“Dear Dr. Kim”

“Dear Dr. Kim:

“I thought my girlfriend was joking about her wish to become a ‘crazy cat lady’ but now I’m not so sure she was joking. We’ve been together for three years and moved in together one year ago. At that point, she already had two cats, and we’d specifically looked for a place where pets would be allowed.

“Things started to get stressful when she brought home two additional cats without discussing it with me first. This was initially supposed to be a short-term foster situation, whereby she would nurse the felines back to health before finding them permanent owners. However, six months on and they’re still there.

“Having four cats in the house took ‘a lot of adjusting’, and I did try to tell my girlfriend how she really should have spoken with me about her decision first.
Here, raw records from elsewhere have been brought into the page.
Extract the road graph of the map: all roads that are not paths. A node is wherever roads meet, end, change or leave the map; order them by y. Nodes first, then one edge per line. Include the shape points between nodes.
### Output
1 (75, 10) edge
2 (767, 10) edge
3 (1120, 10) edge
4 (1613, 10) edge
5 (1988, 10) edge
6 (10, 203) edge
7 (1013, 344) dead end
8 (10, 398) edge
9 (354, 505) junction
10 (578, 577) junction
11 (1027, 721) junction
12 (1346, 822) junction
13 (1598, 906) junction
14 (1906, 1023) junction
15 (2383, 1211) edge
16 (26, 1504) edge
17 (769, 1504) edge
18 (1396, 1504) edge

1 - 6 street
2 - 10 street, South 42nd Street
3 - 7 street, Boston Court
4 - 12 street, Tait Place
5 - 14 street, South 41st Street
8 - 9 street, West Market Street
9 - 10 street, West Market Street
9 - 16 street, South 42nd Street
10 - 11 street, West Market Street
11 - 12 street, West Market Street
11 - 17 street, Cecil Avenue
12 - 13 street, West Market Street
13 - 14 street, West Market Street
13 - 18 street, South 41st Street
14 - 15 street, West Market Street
However, she became defensive and didn’t appear to see my point.

“Around one month ago, my girlfriend brought home a fifth cat, again without asking me whether this would be okay.  Now she plans to take in a sixth cat, and I feel I’ve reached my limit.

“What can I do?”

— Surrounded By Cats

Dear Pussywhipped:

You spineless piece of shit.  This has got fuck-all to do with caring for animals.  This is really about her controlling your life and not giving a shit about you, and you enabling this behavior.

So she wants to be a “crazy cat lady”?  Grant her her wish, and get the fuck away from her — far away.  Or you can stay until the cat collection grows to twenty, or thirty, all the while asking her, “O please my lady, may I have another?”

I don’t know, but I’ll bet your sex life is terrible, too.

Grow some balls, and find yourself some better pussy.

— Dr. Kim


In case you’re wondering, this may be a true story.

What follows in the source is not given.